▶ **What is being asked**: Repeat the listing exactly. The images do not belong in the copy.

▶ **Given data**:
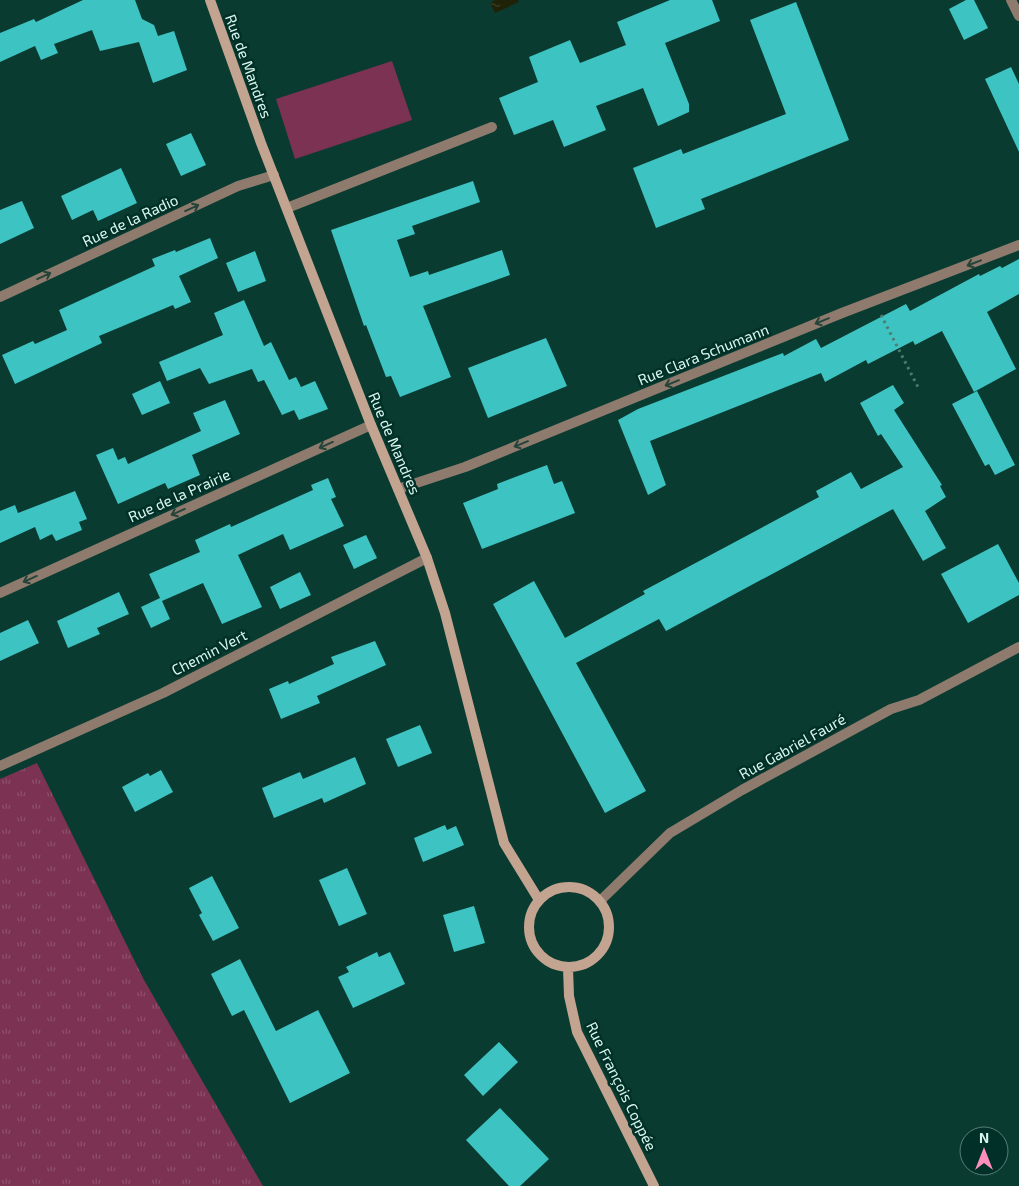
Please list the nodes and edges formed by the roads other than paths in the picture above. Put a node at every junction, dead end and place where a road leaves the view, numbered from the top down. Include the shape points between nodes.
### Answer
1 (210, 0) edge
2 (1011, 0) edge
3 (1019, 16) edge
4 (492, 127) dead end
5 (274, 175) junction
6 (287, 208) junction
7 (1019, 245) edge
8 (0, 296) edge
9 (370, 425) junction
10 (398, 488) junction
11 (427, 558) junction
12 (0, 593) edge
13 (1019, 647) edge
14 (0, 766) edge
15 (539, 900) junction
16 (600, 901) junction
17 (568, 968) junction
18 (654, 1186) edge

1 - 5 street, Rue de Mandres
2 - 3 street
4 - 6 street
5 - 6 street, Rue de Mandres
8 -> 5 street, Rue de la Radio via 238,186
6 - 9 street, Rue de Mandres
7 -> 10 street, Rue Clara Schumann via 465,467
9 - 10 street, Rue de Mandres
9 -> 12 street, Rue de la Prairie
10 - 11 street, Rue de Mandres
11 - 14 street, Chemin Vert via 163,692
11 - 15 street, Rue de Mandres via 445,613 504,843
13 - 16 street, Rue Gabriel Fauré via 919,700 891,709 670,833
15 - 16 street via 558,888 570,886 581,888
15 - 17 street via 529,920 531,943 546,961
16 - 17 street via 610,922 606,945 590,962
17 - 18 street, Rue François Coppée via 569,996 577,1032

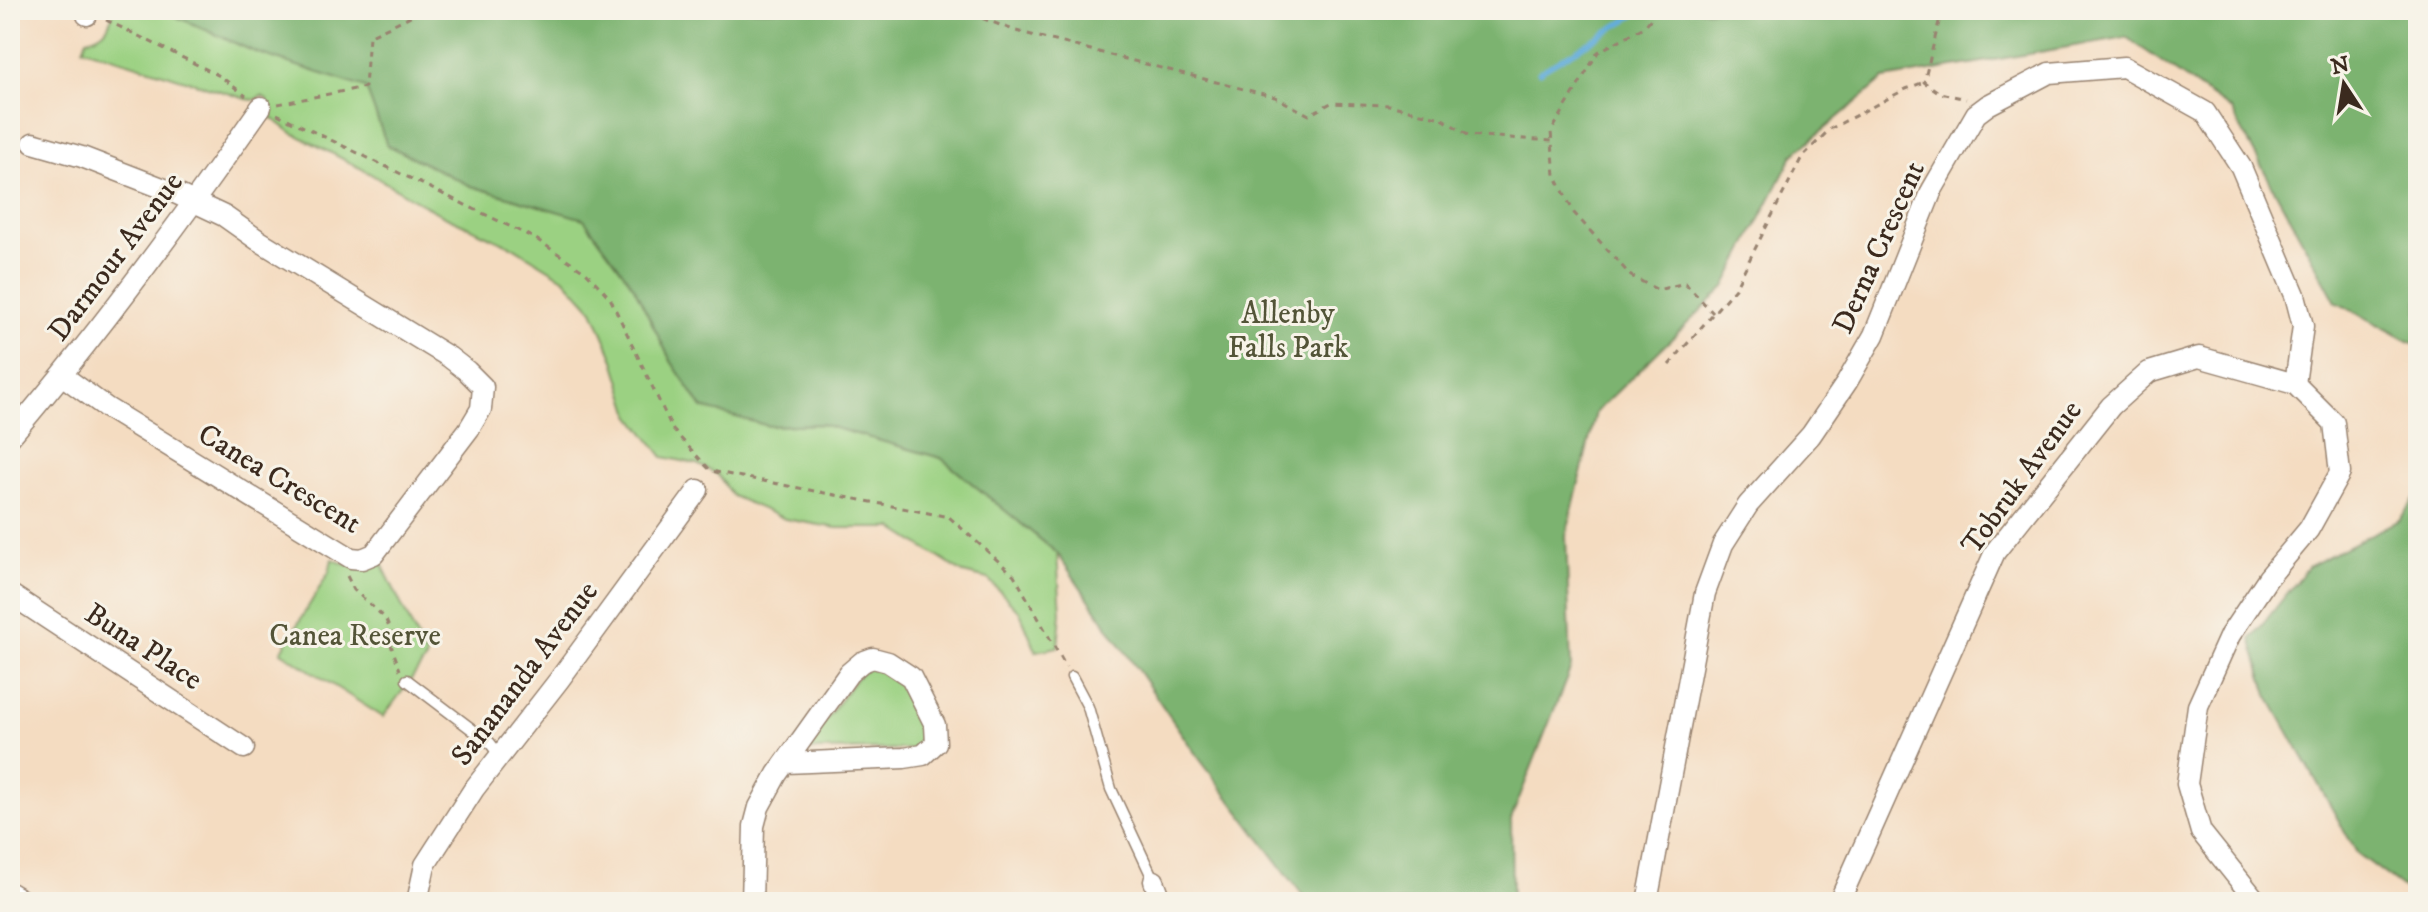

▶ **Your solution**:
Please list the nodes and edges formed by the roads other than paths in the picture above. Put a node at every junction, dead end and place where a road leaves the view, numbered from the top down. Include the shape points between nodes.
### Answer
1 (210, 0) edge
2 (1011, 0) edge
3 (1019, 16) edge
4 (492, 127) dead end
5 (274, 175) junction
6 (287, 208) junction
7 (1019, 245) edge
8 (0, 296) edge
9 (370, 425) junction
10 (398, 488) junction
11 (427, 558) junction
12 (0, 593) edge
13 (1019, 647) edge
14 (0, 766) edge
15 (539, 900) junction
16 (600, 901) junction
17 (568, 968) junction
18 (654, 1186) edge

1 - 5 street, Rue de Mandres
2 - 3 street
4 - 6 street
5 - 6 street, Rue de Mandres
8 -> 5 street, Rue de la Radio via 238,186
6 - 9 street, Rue de Mandres
7 -> 10 street, Rue Clara Schumann via 465,467
9 - 10 street, Rue de Mandres
9 -> 12 street, Rue de la Prairie
10 - 11 street, Rue de Mandres
11 - 14 street, Chemin Vert via 163,692
11 - 15 street, Rue de Mandres via 445,613 504,843
13 - 16 street, Rue Gabriel Fauré via 919,700 891,709 670,833
15 - 16 street via 558,888 570,886 581,888
15 - 17 street via 529,920 531,943 546,961
16 - 17 street via 610,922 606,945 590,962
17 - 18 street, Rue François Coppée via 569,996 577,1032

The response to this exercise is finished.